Here we go again, the biggest day in advertising is upon us. The Super Bowl isn’t just the culmination of the NFL season, it’s the day when brands trot out their best work for the biggest audience.
And, unlike almost every other major sporting event, it draws not only a massive crowd but an unusually inclusive one as well.
Last year’s game was the third most watched broadcast in U.S. television history, averaging almost 112 million viewers.
In fact, of the top 20 biggest domestic broadcasts ever, 19 have been Super Bowls. In a media ecosystem where live broadcasts are less and less common, every Super Bowl this decade has pulled in over 100 million live viewers. That’s a third of the country. They can’t all be your typical football fan. Instead you have something with much broader appeal– a spectacle, a tradition, a watercooler event that’s fun to be a part of.

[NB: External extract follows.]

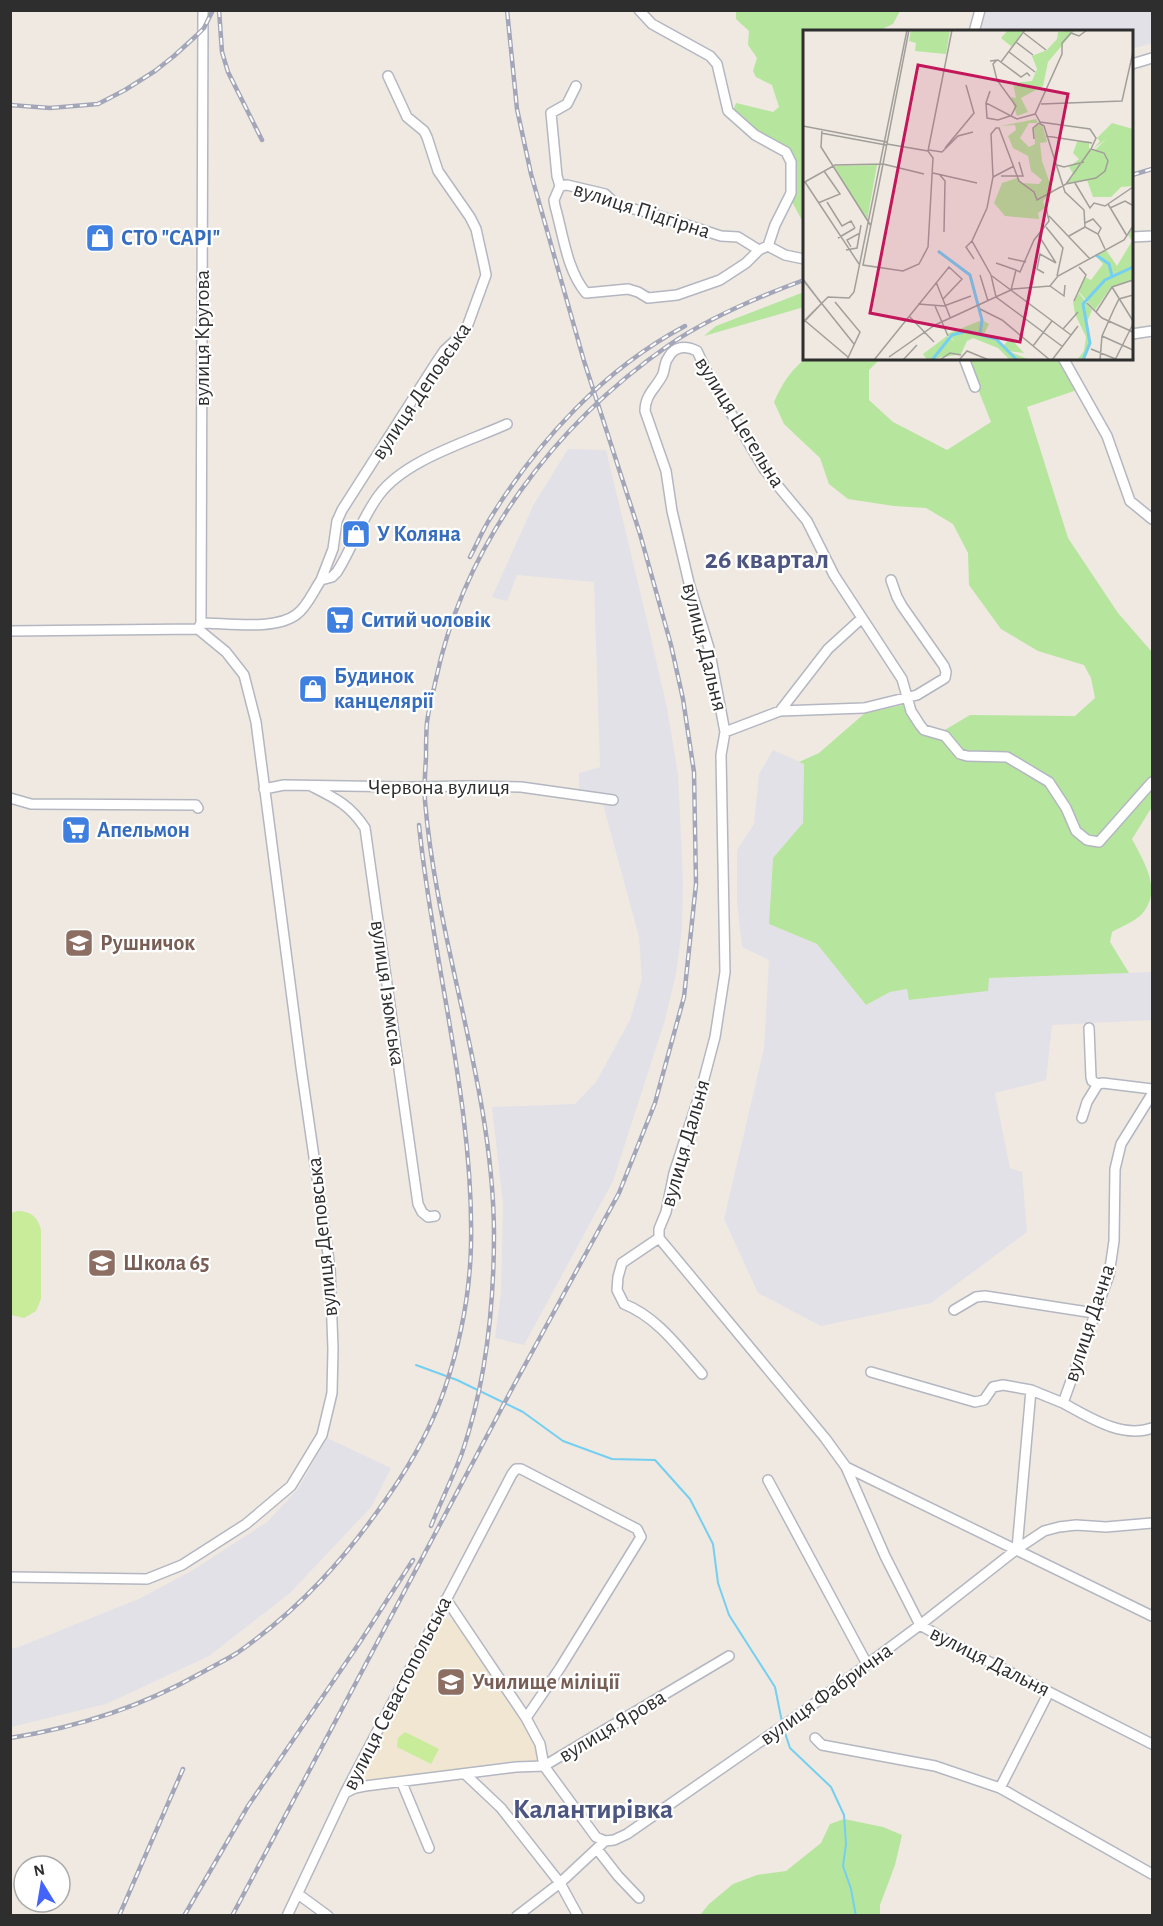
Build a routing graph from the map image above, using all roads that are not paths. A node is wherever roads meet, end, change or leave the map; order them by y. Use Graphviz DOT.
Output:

Unlike so much of the content we consume today, sports are still one of the last bastions of truly live entertainment. You can’t binge watch the Super Bowl like a Netflix series, and there isn’t much sense in DVRing it. Half the fun is being part of the conversation and no one wants to be left out.
The prospect of a huge, engaged crowd that not only isn’t skipping the commercials but may actually be tuning in to see them is what makes Super Bowl advertising so desirable and expensive.
In 2010, 30-second ads were selling for $2.5 million. Fox is charging double that for this years broadcast.
Commercials with celebrity endorsers and high production values can cost over a million dollars to produce, and several million more is usually spent supporting the campaign with PR, sales programs, and media buys on social networks like Facebook and video platforms like YouTube.
At the end of the day, companies going all in on Super Bowl Sunday can end up spending over $10 million.
It’s certainly not for penny pinchers, but brands that take full advantage of the Super Bowl’s insane reach can reap benefits that can’t be found elsewhere.
Established brands can be reinvigorated and newcomers can set themselves apart as someone to watch.
In fact, the Super Bowl is increasingly being seen as something of a coming out party for brands hoping to elevate their status. According to Kantar Media, 23% of the advertisers in last year’s game were first-timers.
Digital Keeps Growing
In addition to the people watching on the big screen, millions more will be taking advantage of the web simulcast. Fox will be offering a free high def live stream with digital ad insertion customized for 170 Fox affiliates.
Devin Poolman, who oversees digital platforms for Fox Sports, said they expect to surpass last year’s broadband audience of 3.96 million unique viewers.
The game is an exposure bonanza, and thanks to social media and online video the event travels even further than just the airwaves.
The conversation is happening everywhere, from Facebook to Twitter to Youtube to digital water coolers all over. As marketer Val DiFeb said to “CNBC”:
That 30-second ad during a three-hour game essentially has been extended to a three- to four-week opportunity to engage with the consumer.”
The Stars Come Out
Something else that has returned from last year is a heavy dose of star power, as several brands tap big names (and the social networks those names bring with them).
Some brands are keeping their big ideas under wraps until game time. Snickers can’t reveal its ad because, in a move that doubles down on the live nature of the Super Bowl broadcast, it’s going to film it during the game.
The candy bar company did, however, join in the recent trend of uploading a ‘teaser.’
So did Kia; the carmaker enlisted “Ghostbusters” actor Melissa McCarthy for a third-quarter spot, but only released a mysterious clip of her in safari gear running from some unknown danger.
Others are releasing their whole spot, hoping to get a headstart on YouTube view counts. Skittles uploaded their “Romance” ad over a week before the game and broke 3 million views within days.
Procter & Gamble is advertising its Mr. Clean household products for the first time at the game, but also leaked the ad online early. The cheeky commercial featuring a flirtatious take on the brand’s mascot quickly generated 1.5 million views.
Lexus also passed the million view mark before the teams even suited up with a slick, 60-second spot featuring the gyrations of street dancer Lil Buck and its new LC luxury sports coupe.
The More Things Change
We’re definitely in a transitionary period in media today. Viewing habits are in flux and marketers are forced to stay on their toes and adapt. Live audiences are vanishingly rare.
But, it’s nice to know that even with a world of digital content at our fingertips, hyper targeting, and microniches, there are still some events that we all want to experience together in real time.
Supermodel Cindy Crawford was interviewed recently to discuss the 25th anniversary of her iconic ‘Sexy and Clever’ Pepsi ad for “Super Bowl’s Greatest Commercials,” a CBS Sports special which airs tonight.
Crawford succinctly described the appeal of the big game as: “…one of those few events that we still all sit down with kids and grandmas and friends, guys, girls — we’re all watching together.”